The Centre on Saturday ruled out a POTA-like law as demanded by opposition BJP, with Union Home Minister Shivraj Patil asserting that relevant portions of the repealed Act had been incorporated in the existing anti-terror measures.
"We have laws, which have provisions to deal with terrorism. They should be used properly," Patil said despite persistent demands by the saffron party for a tough anti-terror law like POTA and a suggestion by the second Administrative Reforms Commission to have a new and comprehensive law to tackle terror.
The home minister said this while inaugurating the two-day annual conference of police DGs and IGs in New Delhi.
Patil said when POTA was repealed, some relevant chapters in it were transferred into the Unlawful Activities Prevention Law "lock, stock and barrel".

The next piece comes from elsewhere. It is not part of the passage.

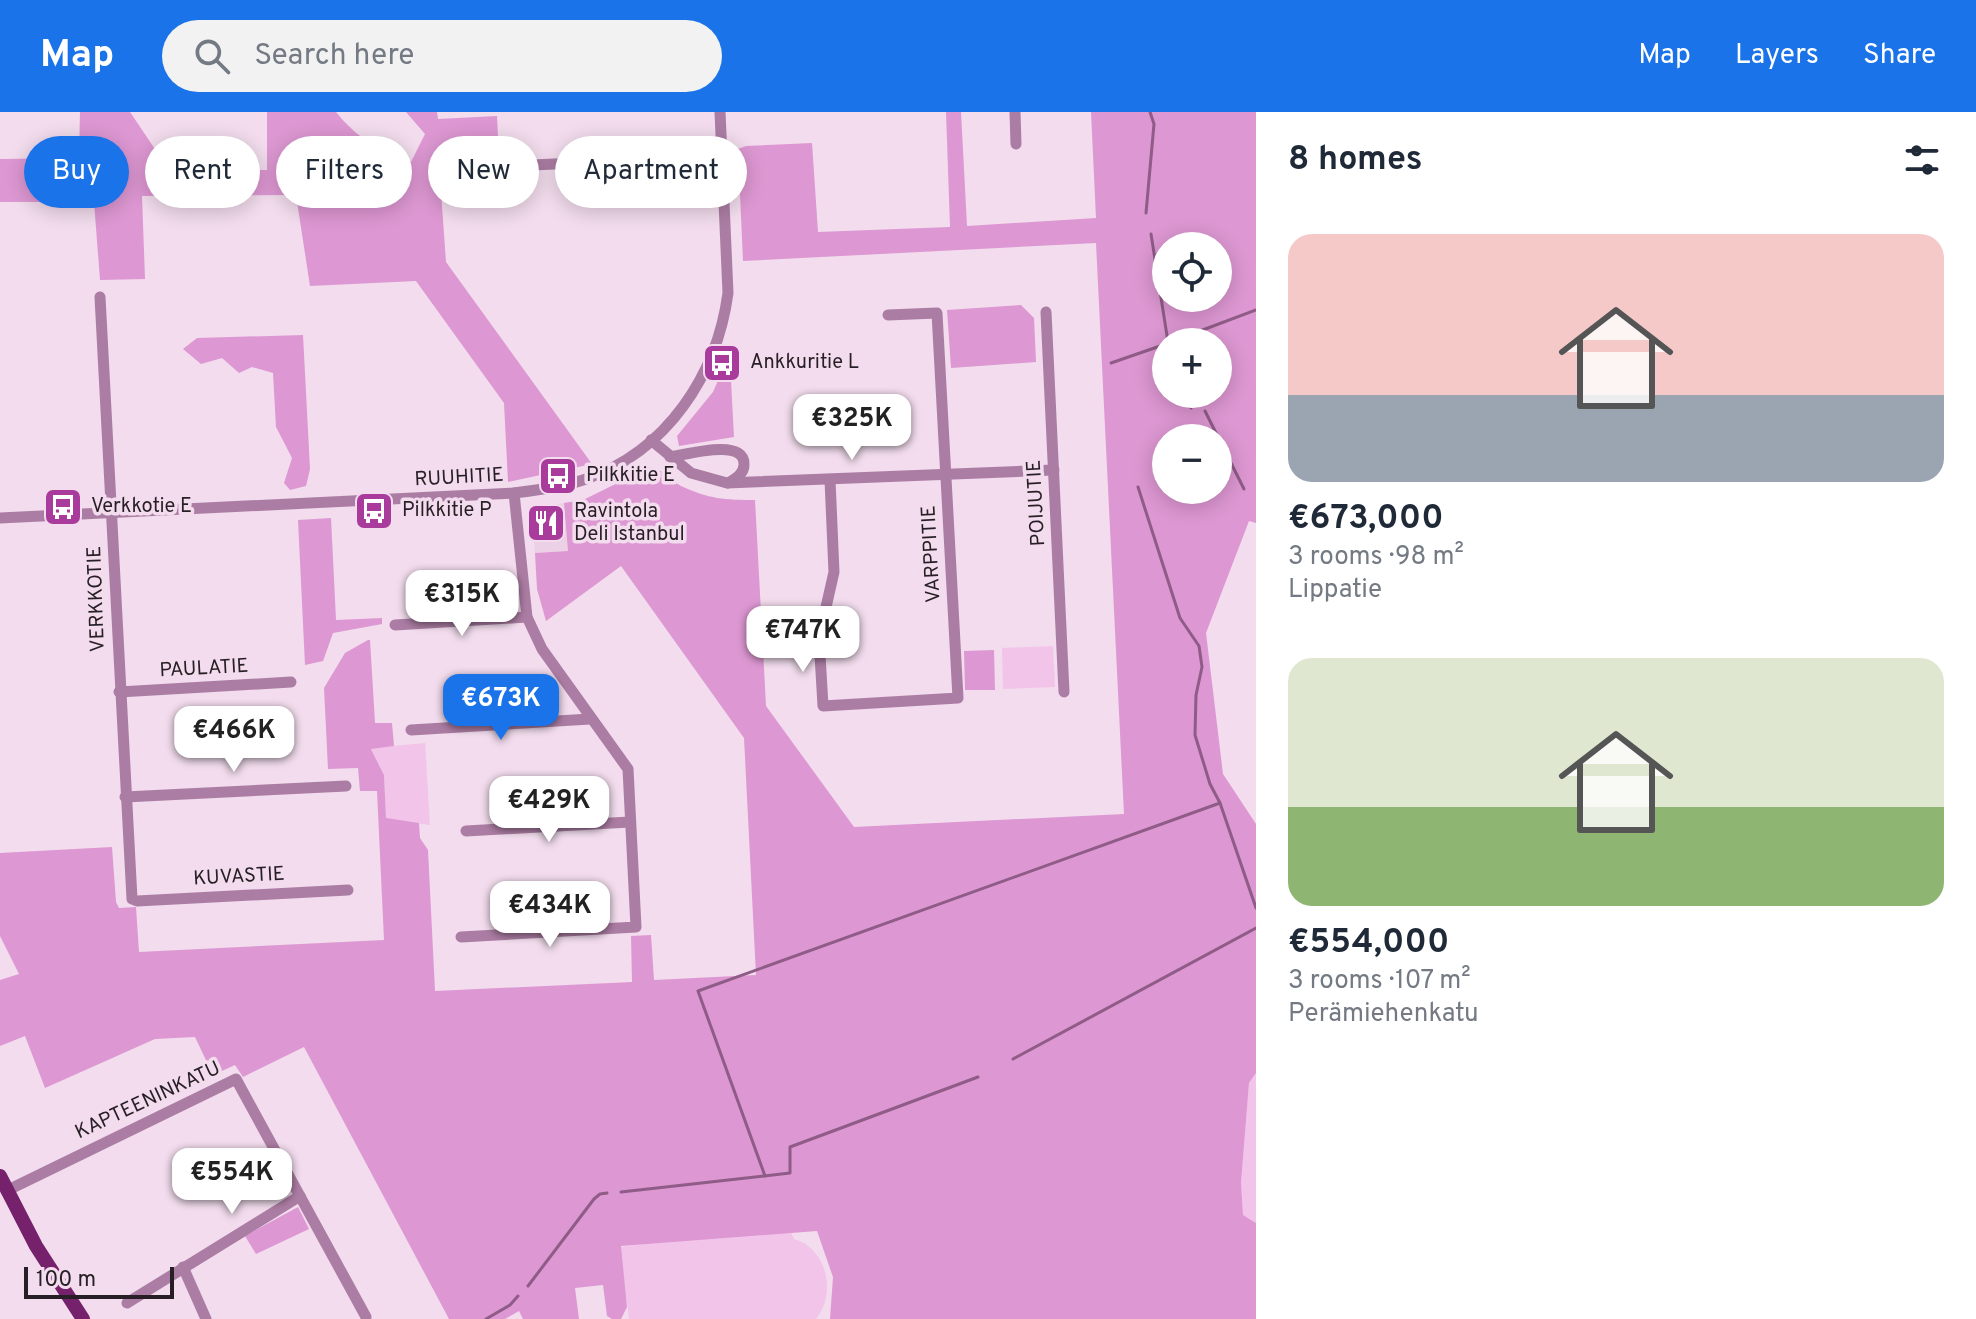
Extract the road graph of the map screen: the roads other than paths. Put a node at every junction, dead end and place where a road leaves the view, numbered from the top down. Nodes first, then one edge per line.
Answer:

The chapters have provisions useful to control terrorist activities, free flow of funds to terrorist groups and relating to the admissibility of certain kinds of evidence collected with the help of electronic equipment, the home minister said.
He said there were provisions in POTA which went against the basic principles of criminal jurisprudence relating to the onus of proof and admissibility of the confessions, not made according to the principles adopted in the Criminal Procedure Code.
"It is not possible to have a law like POTA on the statute book. The relevant provisions in POTA, needed to control terrorism, have been introduced and retained in the Unlawful Activities Prevention Act," he added.